## MPI parallel mesh gravity

Currently the mesh gravity calculation stores a full copy of the gravity mesh and repeats the FFT calculations on every MPI rank. In runs with many MPI ranks this increases memory use, generates a lot of communication, and limits the mesh size that can be used.

I've been looking into using the MPI support in FFTW3. The sequence of operations would be something like

- Each rank accumulates it's own contributions to the density field. These would need to be stored in some kind of sparse array to avoid making any assumptions about how the domain decomposition is done. The hash map code used in the FoF implementation might be suitable.
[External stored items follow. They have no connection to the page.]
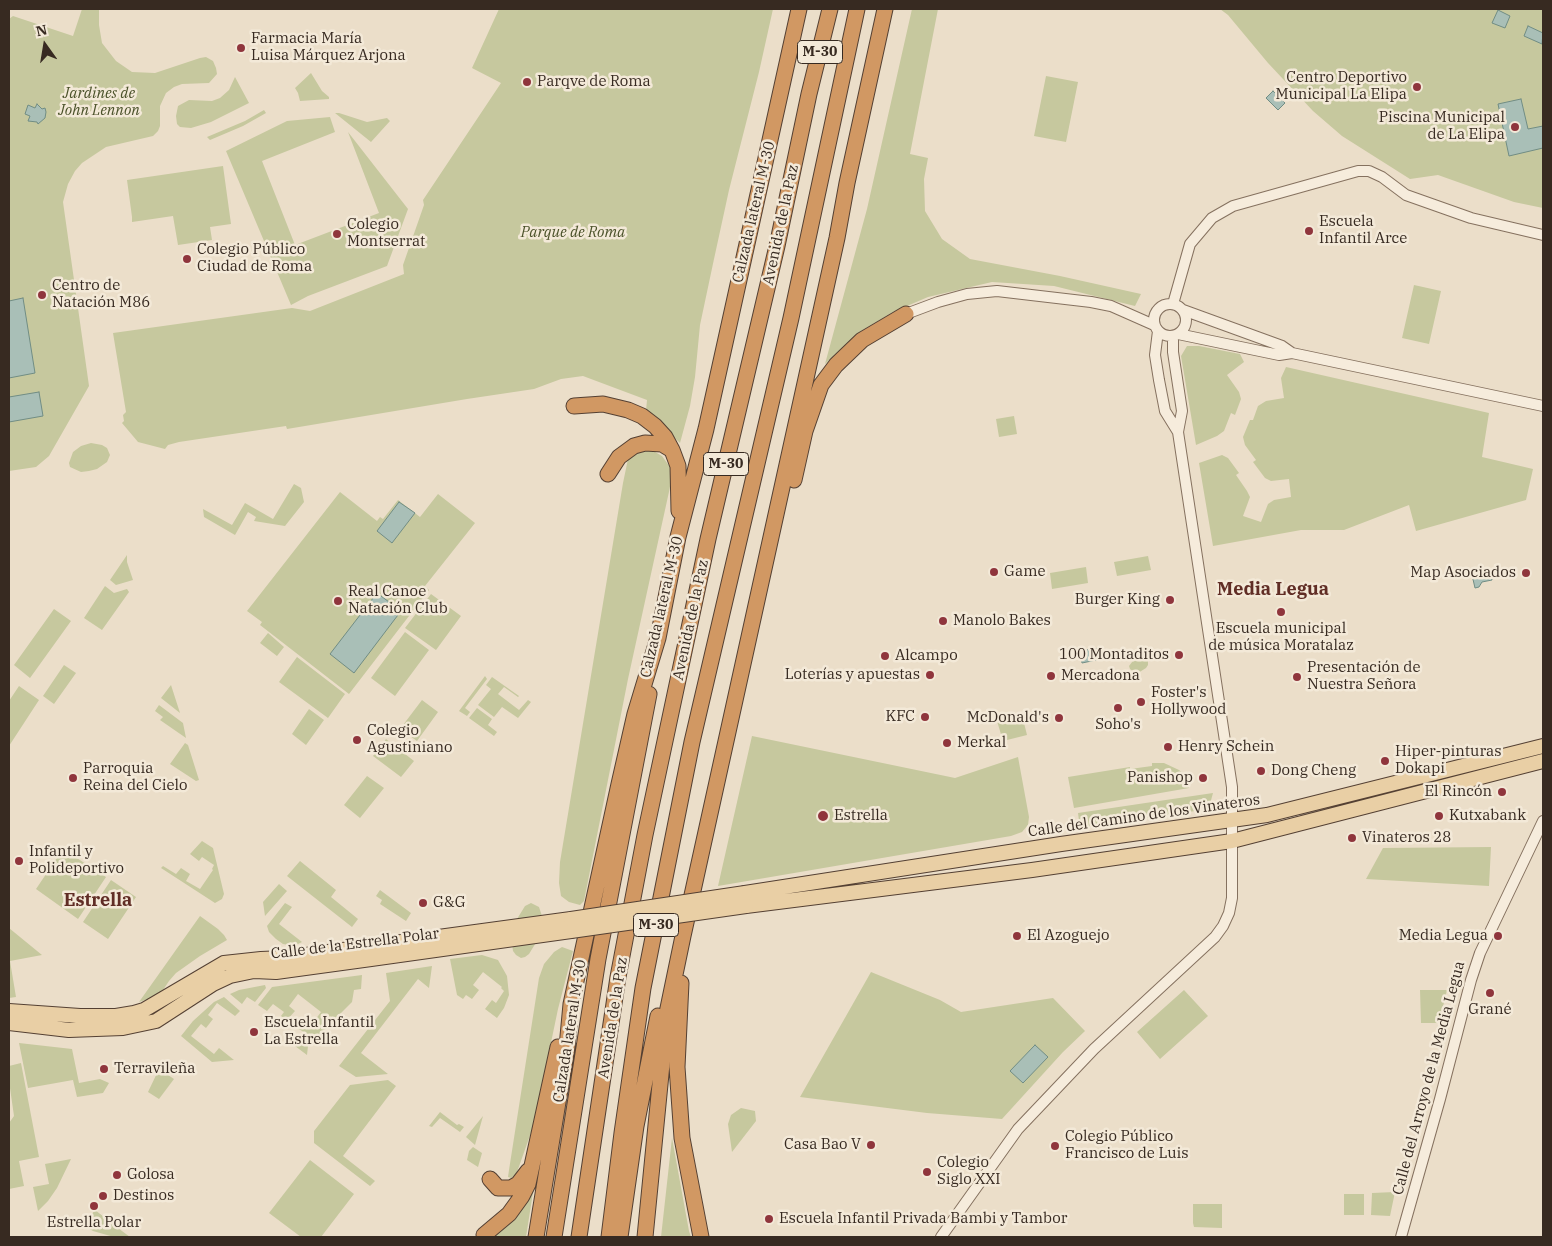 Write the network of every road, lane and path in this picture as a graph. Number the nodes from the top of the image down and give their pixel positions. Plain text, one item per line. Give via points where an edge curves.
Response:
1 (800, 9) edge
2 (830, 9) edge
3 (856, 9) edge
4 (885, 9) edge
5 (895, 9) edge
6 (1543, 235) edge
7 (837, 238) junction
8 (1174, 304) junction
9 (1183, 310) junction
10 (906, 314) joint
11 (1156, 328) junction
12 (1175, 335) junction
13 (1292, 353) junction
14 (574, 406) dead end
15 (1543, 406) edge
16 (1178, 432) junction
17 (672, 450) junction
18 (608, 474) dead end
19 (678, 537) junction
20 (758, 596) junction
21 (658, 638) junction
22 (1543, 746) edge
23 (1543, 761) edge
24 (1233, 820) junction
25 (1543, 821) edge
26 (1232, 841) junction
27 (746, 900) junction
28 (571, 925) junction
29 (682, 936) junction
30 (571, 1004) junction
31 (9, 1011) edge
32 (9, 1023) edge
33 (533, 1161) junction
34 (490, 1179) dead end
35 (484, 1234) dead end
36 (702, 1234) edge
37 (536, 1237) edge
38 (554, 1237) edge
39 (579, 1237) edge
40 (609, 1237) edge
41 (620, 1237) edge
42 (645, 1237) edge
43 (940, 1237) edge
44 (1401, 1237) edge

1 - 19 highway, Calzada lateral M-30 / M-30 via 706,429
2 - 39 highway, Avenida de la Paz / M-30 via 708,539 645,835 618,977
3 - 40 highway, Avenida de la Paz / M-30 via 791,318 692,742 643,988
4 - 7 highway, M-30
5 - 7 highway via 860,164
6 - 8 street via 1471,218 1406,195 1369,171 1358,171 1233,206 1212,218 1190,244
7 - 20 highway, M-30
8 - 9 street
8 - 11 street via 1158,309
9 - 12 street via 1186,322
9 - 13 street via 1282,346
10 - 11 street via 966,294 997,291 1111,306
10 - 20 highway via 862,340 821,385 805,431 776,553
11 - 12 street via 1165,335
11 - 16 street via 1155,355 1165,411
12 - 13 street via 1279,355
12 - 16 street via 1173,352 1182,411
13 - 15 street
14 - 17 highway via 604,404 642,416 655,426
16 - 24 street via 1232,787
17 - 18 highway via 654,443 634,446 619,458
17 - 19 highway via 679,474
19 - 21 highway, Calzada lateral M-30 / M-30
20 - 29 highway, M-30
21 - 30 highway, Calzada lateral M-30 / M-30 via 631,732
21 - 38 highway via 598,959
22 - 24 main road, Calle del Camino de los Vinateros
23 - 26 main road
24 - 26 street
24 - 27 main road, Calle del Camino de los Vinateros via 1061,844
25 - 44 street, Calle del Arroyo de la Media Legua via 1480,953
26 - 27 main road via 1032,870
26 - 43 street via 1232,898 1229,913 1215,937 1094,1048 1018,1129
27 - 28 main road, bridge
28 - 31 main road, Calle de la Estrella Polar via 224,964 144,1010 116,1016
28 - 32 main road, Calle de la Estrella Polar via 371,960 230,976 156,1021 123,1028 69,1030
29 - 36 highway via 677,1067 682,1138
29 - 41 highway via 667,977 645,1078
29 - 42 highway, M-30 via 667,1013
30 - 33 highway via 557,1048
30 - 37 highway, Calzada lateral M-30 / M-30 via 568,1047
33 - 34 highway via 523,1180 511,1188 498,1188
33 - 35 highway via 528,1184 516,1206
- Each rank allocates a slab of the full mesh as required by FFTW
- The mesh contributions are sent to whichever rank stores the corresponding slab. This is reasonably straightforward because the coordinates of a cell indicate which rank it's stored on.
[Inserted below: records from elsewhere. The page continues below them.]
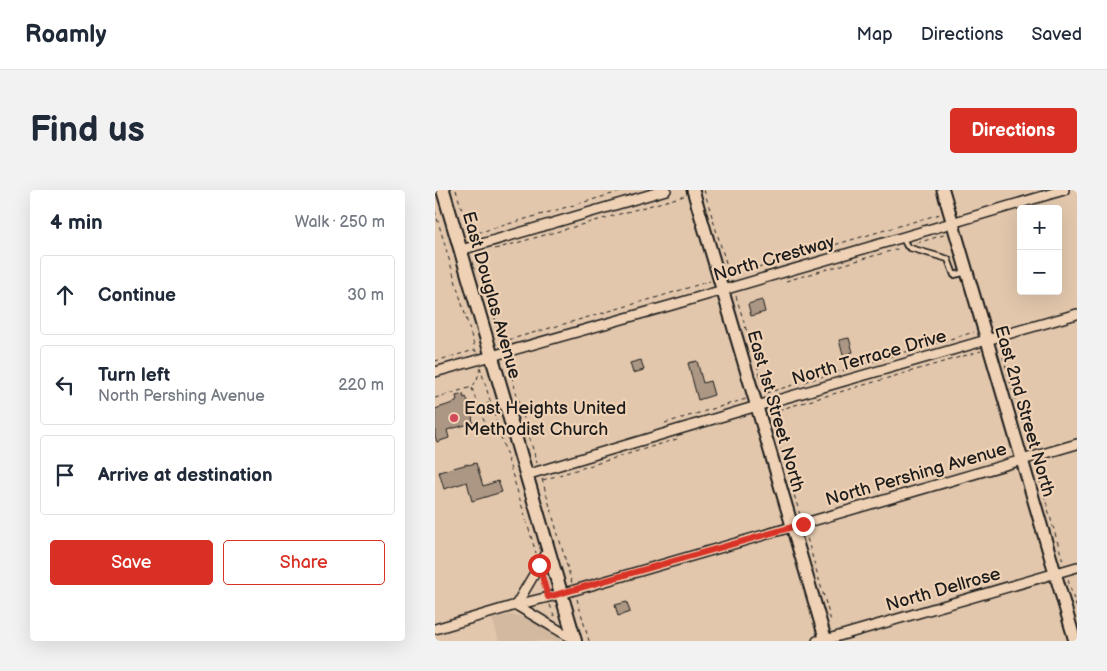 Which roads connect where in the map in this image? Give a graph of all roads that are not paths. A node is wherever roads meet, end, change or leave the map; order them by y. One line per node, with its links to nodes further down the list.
1 (443, 190): 8 (main road, East Douglas Avenue)
2 (666, 190): 8 (street)
3 (943, 190): 6 (street, East 2nd Street North)
4 (1064, 190): 6 (street, North Crestway)
5 (697, 191): 10 (street, East 1st Street North)
6 (952, 222): 7 (street, North Crestway); 9 (street, East 2nd Street North)
7 (902, 237): 9 (lane); 10 (street, North Crestway)
8 (467, 249): 13 (main road, East Douglas Avenue)
9 (967, 272): 12 (street, East 2nd Street North)
10 (728, 289): 13 (street, North Crestway); 15 (street, East 1st Street North)
11 (1077, 314): 12 (street, North Terrace Drive)
12 (986, 340): 15 (street, North Terrace Drive); 17 (street, East 2nd Street North)
13 (491, 356): 14 (street, North Crestway); 18 (main road, East Douglas Avenue)
14 (435, 372)
15 (758, 406): 18 (street, North Terrace Drive); 19 (street, East 1st Street North)
16 (1077, 444): 17 (street, North Pershing Avenue)
17 (1022, 460): 19 (street, North Pershing Avenue); 22 (street, East 2nd Street North)
18 (526, 475): 20 (main road, East Douglas Avenue)
19 (797, 525): 23 (street, North Pershing Avenue); 26 (street, East 1st Street North)
20 (549, 549): 23 (main road, East Douglas Avenue); 24 (street)
21 (1077, 567): 22 (street, North Dellrose)
22 (1055, 573): 26 (street, North Dellrose); 29 (street, East 2nd Street North)
23 (561, 594): 24 (street, North Pershing Avenue); 27 (main road, East Douglas Avenue)
24 (516, 606): 25 (street, North Pershing Avenue); 27 (street)
25 (435, 629)
26 (829, 640): 28 (street, North Dellrose)
27 (575, 641)
28 (817, 641)
29 (1075, 641)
- The FFT/Green function/CIC deconvolution/inverse FFT are carried out to make a slab-distributed mesh containing the potential
- Each rank calculates which cells it needs to calculate the potential gradient for its particles and requests them from whichever node they're on. This is slightly trickier than constructing the mesh because we need several cells around each particle to evaluate the gradient.
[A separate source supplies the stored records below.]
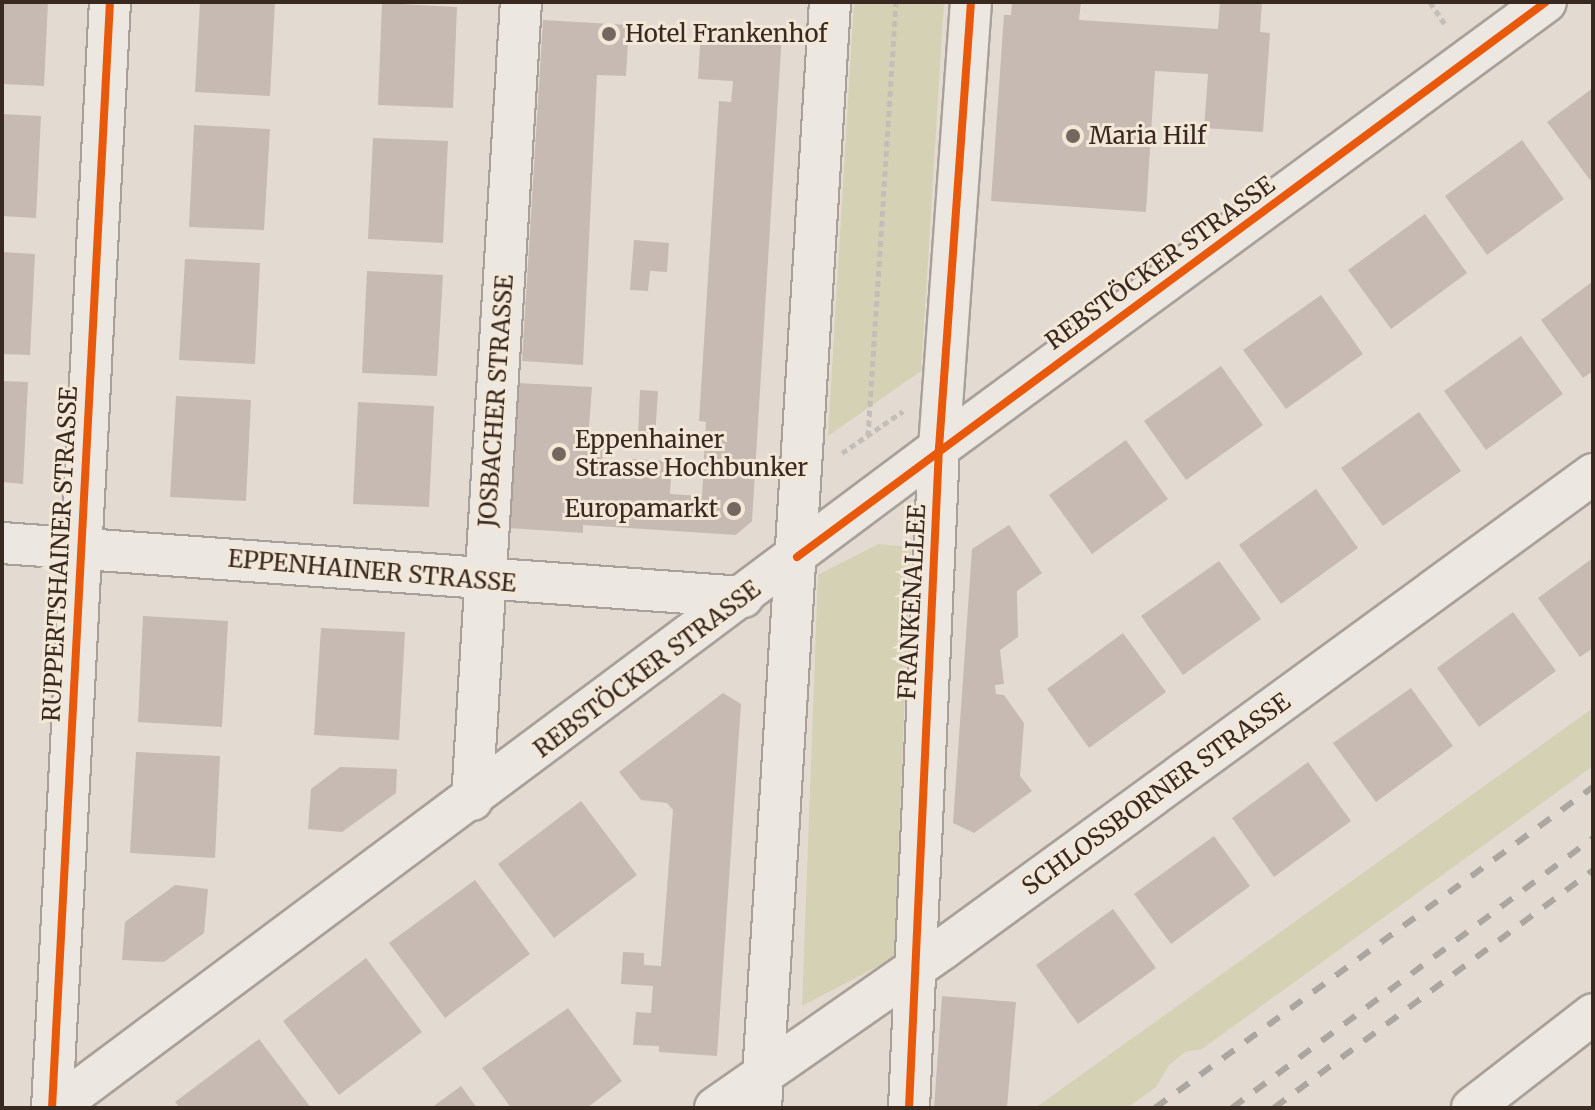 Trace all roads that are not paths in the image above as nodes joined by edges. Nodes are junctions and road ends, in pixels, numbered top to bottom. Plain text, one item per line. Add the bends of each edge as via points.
1 (110, 2) edge
2 (521, 2) edge
3 (830, 2) edge
4 (971, 2) edge
5 (1546, 2) edge
6 (939, 448) junction
7 (1593, 474) edge
8 (2, 543) edge
9 (80, 547) junction
10 (797, 557) junction
11 (485, 581) junction
12 (743, 597) junction
13 (472, 800) junction
14 (915, 969) junction
15 (1593, 1014) edge
16 (762, 1089) edge
17 (53, 1108) edge
18 (715, 1108) edge
19 (909, 1108) edge
20 (1472, 1108) edge

1 - 9 street, RUPPERTSHAINER STRASSE
2 - 11 street, JOSBACHER STRASSE
3 - 10 street
4 - 6 street, FRANKENALLEE
5 - 6 street, REBSTÖCKER STRASSE
6 - 10 street, REBSTÖCKER STRASSE
6 - 14 street, FRANKENALLEE
7 - 14 street, SCHLOSSBORNER STRASSE
8 - 9 street, EPPENHAINER STRASSE
9 - 11 street, EPPENHAINER STRASSE
9 - 17 street, RUPPERTSHAINER STRASSE
10 - 12 street, REBSTÖCKER STRASSE
10 - 16 street
11 - 12 street, EPPENHAINER STRASSE
11 - 13 street, JOSBACHER STRASSE
12 - 13 street, REBSTÖCKER STRASSE
13 - 17 street, REBSTÖCKER STRASSE
14 - 16 street, SCHLOSSBORNER STRASSE
14 - 19 street, FRANKENALLEE
15 - 20 street
16 - 18 street, SCHLOSSBORNER STRASSE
- We can then evaluate the potential and acceleration on the particles as usual

This branch executes the first three steps alongside the usual mesh calculations and reports how well the distributed density mesh agrees with the full mesh. Then it just discards the distributed mesh. Currently it's all single threaded and the distributed mesh is not quite in the right format because MPI FFTW needs some specific padding in the last dimension.